The following code sequentially creates histograms with empty cells, even if the number of samples is large. Empty bins seem to have a regular spacing, but have the same width as other regular baskets. This is obviously wrong - why is this happening? It seems that either the rvs method is not random, or the bin binning procedure is running. In addition, try changing the number of boxes to 50, and another oddity will appear. In this case, it seems that every other bean has a too high score associated with it.

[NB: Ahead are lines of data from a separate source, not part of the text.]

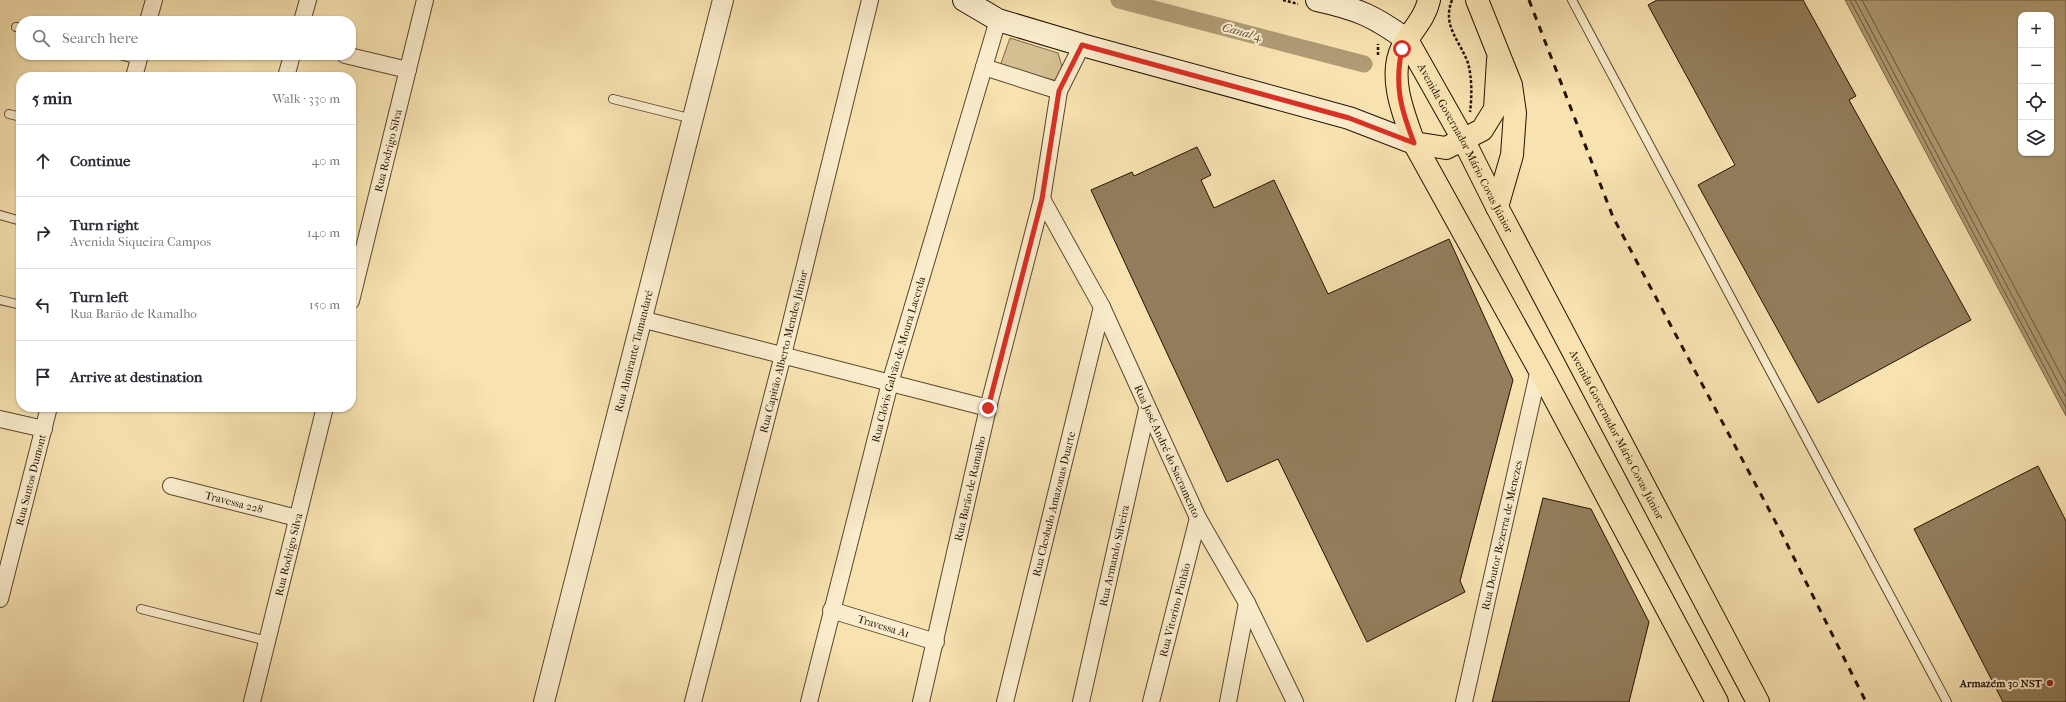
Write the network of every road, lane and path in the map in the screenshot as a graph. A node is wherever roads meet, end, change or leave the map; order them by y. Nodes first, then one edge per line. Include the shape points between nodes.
1 (154, 0) edge
2 (308, 0) edge
3 (425, 0) edge
4 (723, 0) edge
5 (870, 0) edge
6 (964, 0) edge
7 (1283, 0) edge
8 (1429, 0) edge
9 (1452, 0) edge
10 (1477, 0) edge
11 (1572, 0) edge
12 (1311, 3) edge
13 (149, 16) edge
14 (303, 16) edge
15 (998, 20) junction
16 (1376, 37) dead end
17 (1407, 40) junction
18 (1082, 45) junction
19 (1499, 53) junction
20 (356, 58) edge
21 (138, 60) edge
22 (291, 60) edge
23 (1378, 63) dead end
24 (984, 67) junction
25 (408, 70) junction
26 (135, 72) edge
27 (287, 72) edge
28 (1059, 91) junction
29 (613, 99) dead end
30 (9, 114) dead end
31 (16, 116) edge
32 (692, 119) junction
33 (1460, 135) junction
34 (1414, 143) junction
35 (1042, 199) junction
36 (1497, 207) junction
37 (0, 215) edge
38 (16, 220) edge
39 (356, 282) edge
40 (0, 300) edge
41 (16, 304) edge
42 (1102, 307) junction
43 (641, 319) junction
44 (783, 355) junction
45 (1539, 369) junction
46 (890, 382) junction
47 (988, 408) junction
48 (1147, 409) junction
49 (48, 412) edge
50 (324, 412) edge
51 (0, 419) edge
52 (44, 429) junction
53 (171, 486) dead end
54 (297, 518) junction
55 (1198, 518) junction
56 (0, 599) edge
57 (1247, 603) junction
58 (141, 609) dead end
59 (831, 610) junction
60 (267, 641) junction
61 (936, 642) junction
62 (252, 702) edge
63 (544, 702) edge
64 (693, 702) edge
65 (809, 702) edge
66 (921, 702) edge
67 (1005, 702) edge
68 (1081, 702) edge
69 (1151, 702) edge
70 (1228, 702) edge
71 (1295, 702) edge
72 (1464, 702) edge
73 (1717, 702) edge
74 (1758, 702) edge
75 (1947, 702) edge

1 - 13 street
2 - 14 street
3 - 25 street, Rua Rodrigo Silva
4 - 32 street, Rua Almirante Tamandaré
5 - 44 street, Rua Capitão Alberto Mendes Júnior
6 - 15 main road
7 - 12 path
8 - 17 main road via 1420,23
9 - 33 path via 1448,11 1449,23 1468,64 1472,99 1469,121
10 - 19 main road
11 - 75 lane
12 - 17 main road via 1355,9 1381,21
15 - 18 main road
15 - 24 street, Rua Clóvis Galvão de Moura Lacerda
16 - 23 path via 1379,42
17 - 33 main road, Avenida Governador Mário Covas Júnior
17 - 34 main road via 1402,49 1397,82 1403,114
18 - 28 street, Rua Barão de Ramalho
18 - 34 main road via 1349,118
19 - 33 main road via 1495,109 1482,130
19 - 36 main road via 1511,85 1515,113 1512,155
20 - 25 street
21 - 26 street
22 - 27 street
24 - 28 street
24 - 46 street, Rua Clóvis Galvão de Moura Lacerda
25 - 39 street, Rua Rodrigo Silva
28 - 35 street, Rua Barão de Ramalho
29 - 32 lane
30 - 31 lane
32 - 43 street, Rua Almirante Tamandaré
33 - 34 main road via 1446,148
33 - 36 main road, Avenida Governador Mário Covas Júnior
34 - 45 main road
35 - 42 street, Rua José André do Sacramento
35 - 47 street, Rua Barão de Ramalho
36 - 74 main road, Avenida Governador Mário Covas Júnior
37 - 38 lane
40 - 41 lane
42 - 48 street, Rua José André do Sacramento
42 - 67 street, Rua Cleobulo Amazonas Duarte
43 - 44 street
43 - 63 street, Rua Almirante Tamandaré
44 - 46 street
44 - 64 street, Rua Capitão Alberto Mendes Júnior
45 - 72 street, Rua Doutor Bezerra de Menezes
45 - 73 main road
46 - 47 street
46 - 59 street, Rua Clóvis Galvão de Moura Lacerda
47 - 61 street, Rua Barão de Ramalho
48 - 55 street, Rua José André do Sacramento
48 - 68 street, Rua Armando Silveira
49 - 52 street, Rua Santos Dumont
50 - 54 street, Rua Rodrigo Silva
51 - 52 street
52 - 56 street, Rua Santos Dumont
53 - 54 street, Travessa 228
54 - 60 street, Rua Rodrigo Silva
55 - 57 street, Rua José André do Sacramento
55 - 69 street, Rua Vitorino Pinhão
57 - 70 street
57 - 71 street, Rua José André do Sacramento
58 - 60 lane
59 - 61 street, Travessa A1
59 - 65 street, Rua Clóvis Galvão de Moura Lacerda
60 - 62 street, Rua Rodrigo Silva
61 - 66 street, Rua Barão de Ramalho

""" An example of how to plot histograms using matplotlib
This example samples from a Poisson distribution, plots the histogram
and overlays the Gaussian with the same mean and standard deviation
"""
from scipy.stats import poisson
from scipy.stats import norm
from matplotlib import pyplot as plt
EV = 100
bins = 100
n = 10000
RV = poisson(EV)
samples = RV.rvs(n)
events, edges, patches = plt.hist(samples, bins, normed = True, histtype = 'stepfilled')
print events
mean = RV.mean()
sd = RV.std()
print "Mean is:", mean, " SD is: ", sd
Y = norm.pdf(edges, mean, sd)
binwidth = (len(edges)) / (max(edges) - min(edges))
Y = Y * binwidth
print "Binwidth is:", 1/binwidth
plt.plot(edges, Y)
plt.show()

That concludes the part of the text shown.